A New Contact Tracing Playbook to Help Local Leaders Contain the Spread of COVID-19
Across the United States and the world, cities, states, and localities are at different stages of responding to the COVID-19 pandemic, including establishing programs such as contact tracing that reduce the spread of the virus and save lives. Contact tracing not only helps local leaders keep their constituencies healthy and safe, it is also a critical step before reopening businesses and public spaces.

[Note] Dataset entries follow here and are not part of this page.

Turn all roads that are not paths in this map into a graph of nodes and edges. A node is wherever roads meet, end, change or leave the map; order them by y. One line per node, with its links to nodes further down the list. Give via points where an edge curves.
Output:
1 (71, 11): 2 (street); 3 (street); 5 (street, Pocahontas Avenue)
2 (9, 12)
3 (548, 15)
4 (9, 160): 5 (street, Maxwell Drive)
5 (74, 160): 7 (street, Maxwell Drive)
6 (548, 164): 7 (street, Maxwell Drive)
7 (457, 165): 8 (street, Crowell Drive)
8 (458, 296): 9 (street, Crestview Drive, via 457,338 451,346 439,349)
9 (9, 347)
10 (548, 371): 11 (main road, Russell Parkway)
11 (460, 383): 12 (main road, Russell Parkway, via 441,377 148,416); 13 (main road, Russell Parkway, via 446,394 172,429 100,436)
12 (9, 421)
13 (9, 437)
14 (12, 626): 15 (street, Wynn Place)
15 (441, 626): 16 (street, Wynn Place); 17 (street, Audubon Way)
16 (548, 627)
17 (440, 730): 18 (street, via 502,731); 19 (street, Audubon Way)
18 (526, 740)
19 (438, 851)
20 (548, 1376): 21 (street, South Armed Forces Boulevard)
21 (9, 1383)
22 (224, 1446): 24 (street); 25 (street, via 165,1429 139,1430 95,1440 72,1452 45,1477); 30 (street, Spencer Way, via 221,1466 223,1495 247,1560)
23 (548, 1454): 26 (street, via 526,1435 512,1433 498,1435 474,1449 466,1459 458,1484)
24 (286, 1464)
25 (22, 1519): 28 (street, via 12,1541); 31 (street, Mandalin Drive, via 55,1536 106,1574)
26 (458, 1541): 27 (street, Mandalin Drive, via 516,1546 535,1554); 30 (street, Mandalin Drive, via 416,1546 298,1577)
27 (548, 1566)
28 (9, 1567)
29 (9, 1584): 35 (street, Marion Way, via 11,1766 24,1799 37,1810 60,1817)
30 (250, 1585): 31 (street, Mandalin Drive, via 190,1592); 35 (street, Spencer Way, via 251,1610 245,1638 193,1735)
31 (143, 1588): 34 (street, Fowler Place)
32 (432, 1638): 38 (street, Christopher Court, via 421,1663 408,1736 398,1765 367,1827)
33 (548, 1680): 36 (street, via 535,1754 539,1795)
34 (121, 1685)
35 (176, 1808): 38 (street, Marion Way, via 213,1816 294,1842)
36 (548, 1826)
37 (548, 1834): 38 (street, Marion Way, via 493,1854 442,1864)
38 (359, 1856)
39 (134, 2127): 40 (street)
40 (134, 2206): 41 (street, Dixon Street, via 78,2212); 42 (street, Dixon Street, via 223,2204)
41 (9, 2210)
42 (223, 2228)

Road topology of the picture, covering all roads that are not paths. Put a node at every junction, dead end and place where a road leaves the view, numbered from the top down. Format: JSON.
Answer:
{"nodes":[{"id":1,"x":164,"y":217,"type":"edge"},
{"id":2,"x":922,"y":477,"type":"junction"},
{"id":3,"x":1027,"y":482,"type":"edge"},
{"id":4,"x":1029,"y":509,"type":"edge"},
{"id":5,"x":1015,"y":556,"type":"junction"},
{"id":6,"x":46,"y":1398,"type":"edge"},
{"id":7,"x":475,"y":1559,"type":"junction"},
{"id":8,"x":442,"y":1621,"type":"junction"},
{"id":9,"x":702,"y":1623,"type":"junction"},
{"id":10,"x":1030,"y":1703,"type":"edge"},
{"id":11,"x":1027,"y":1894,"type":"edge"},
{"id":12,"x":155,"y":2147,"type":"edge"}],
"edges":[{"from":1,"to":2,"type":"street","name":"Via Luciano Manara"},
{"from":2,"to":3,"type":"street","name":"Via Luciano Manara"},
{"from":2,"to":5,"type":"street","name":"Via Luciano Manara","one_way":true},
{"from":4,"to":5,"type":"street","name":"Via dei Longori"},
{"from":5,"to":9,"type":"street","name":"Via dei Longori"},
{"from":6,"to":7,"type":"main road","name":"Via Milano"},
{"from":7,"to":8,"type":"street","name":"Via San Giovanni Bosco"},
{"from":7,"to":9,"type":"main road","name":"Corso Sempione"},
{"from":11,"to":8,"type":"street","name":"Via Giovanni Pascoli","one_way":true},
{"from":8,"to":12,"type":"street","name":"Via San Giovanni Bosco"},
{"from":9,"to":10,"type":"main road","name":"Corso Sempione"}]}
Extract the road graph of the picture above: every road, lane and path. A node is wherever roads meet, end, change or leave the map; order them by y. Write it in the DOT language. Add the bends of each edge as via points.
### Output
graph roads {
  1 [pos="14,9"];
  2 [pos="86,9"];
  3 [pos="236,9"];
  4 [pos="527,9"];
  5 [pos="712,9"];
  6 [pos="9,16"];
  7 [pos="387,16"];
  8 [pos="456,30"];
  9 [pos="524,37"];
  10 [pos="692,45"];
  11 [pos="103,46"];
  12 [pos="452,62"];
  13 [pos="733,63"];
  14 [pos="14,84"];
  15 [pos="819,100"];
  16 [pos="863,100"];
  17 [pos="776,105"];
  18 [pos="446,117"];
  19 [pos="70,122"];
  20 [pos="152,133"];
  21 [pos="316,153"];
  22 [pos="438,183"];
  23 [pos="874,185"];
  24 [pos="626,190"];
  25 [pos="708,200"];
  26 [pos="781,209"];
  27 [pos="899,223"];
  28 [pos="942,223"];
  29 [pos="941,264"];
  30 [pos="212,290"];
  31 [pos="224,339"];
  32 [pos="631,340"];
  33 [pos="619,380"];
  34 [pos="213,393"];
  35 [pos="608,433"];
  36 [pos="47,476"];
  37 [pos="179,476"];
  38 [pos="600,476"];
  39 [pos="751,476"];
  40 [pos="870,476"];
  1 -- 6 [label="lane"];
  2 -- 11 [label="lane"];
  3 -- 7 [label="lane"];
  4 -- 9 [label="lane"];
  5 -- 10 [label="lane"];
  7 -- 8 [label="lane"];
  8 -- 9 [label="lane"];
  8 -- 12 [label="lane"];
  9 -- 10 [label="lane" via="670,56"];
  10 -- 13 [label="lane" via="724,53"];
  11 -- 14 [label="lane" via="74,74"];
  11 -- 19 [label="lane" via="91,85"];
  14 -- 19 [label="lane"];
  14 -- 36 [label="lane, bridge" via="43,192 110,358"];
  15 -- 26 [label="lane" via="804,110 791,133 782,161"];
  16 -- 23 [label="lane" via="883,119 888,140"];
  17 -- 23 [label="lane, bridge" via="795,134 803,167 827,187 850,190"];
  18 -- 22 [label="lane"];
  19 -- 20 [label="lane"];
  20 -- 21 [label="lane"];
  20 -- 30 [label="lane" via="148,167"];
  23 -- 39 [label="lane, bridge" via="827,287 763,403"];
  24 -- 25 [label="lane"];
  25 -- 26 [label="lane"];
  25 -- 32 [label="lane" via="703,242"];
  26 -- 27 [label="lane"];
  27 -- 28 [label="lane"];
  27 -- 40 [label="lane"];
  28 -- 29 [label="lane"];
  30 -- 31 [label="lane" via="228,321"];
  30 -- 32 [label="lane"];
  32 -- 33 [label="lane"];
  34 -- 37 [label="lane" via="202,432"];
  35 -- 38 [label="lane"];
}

Michael Bloomberg announced in April that Bloomberg Philanthropies would support the development of a large-scale contact tracing program in partnership with New York State, the Johns Hopkins Bloomberg School of Public Health, and Resolve to Save Lives, committing $10.5 million, organizational support and technical assistance. The funding also includes support for our partner Resolve to Save Lives to create a new Contact Tracing Playbook – published today – to help guide all cities, states, and counties on how to “Box It In.”
Based on the learnings of the contact tracing program in New York State and the expertise of Resolve to Save Lives, this Playbook will serve as a blueprint for scaling up contact tracing around the country, if not the world. While building a workforce of thousands of contact tracers is daunting, this new playbook means public health leaders don’t need to start from scratch. Instead, jurisdictions can act quickly and efficiently.
Included in the Contract Tracing Playbook available online are technical guidance, checklists and community engagement guides, and easy-to-use templates including job descriptions and sample forms and scripts, all aligned with contact tracing guidance released by the US Centers for Disease Control and Prevention. The Playbook will be routinely updated and revised, so local leaders and public health departments have the latest tools to keep all of us safe.
With effective contract tracing – and if we all do our part by following official guidance – cities, towns, and counties can be well on their way to a healthy phased reopening.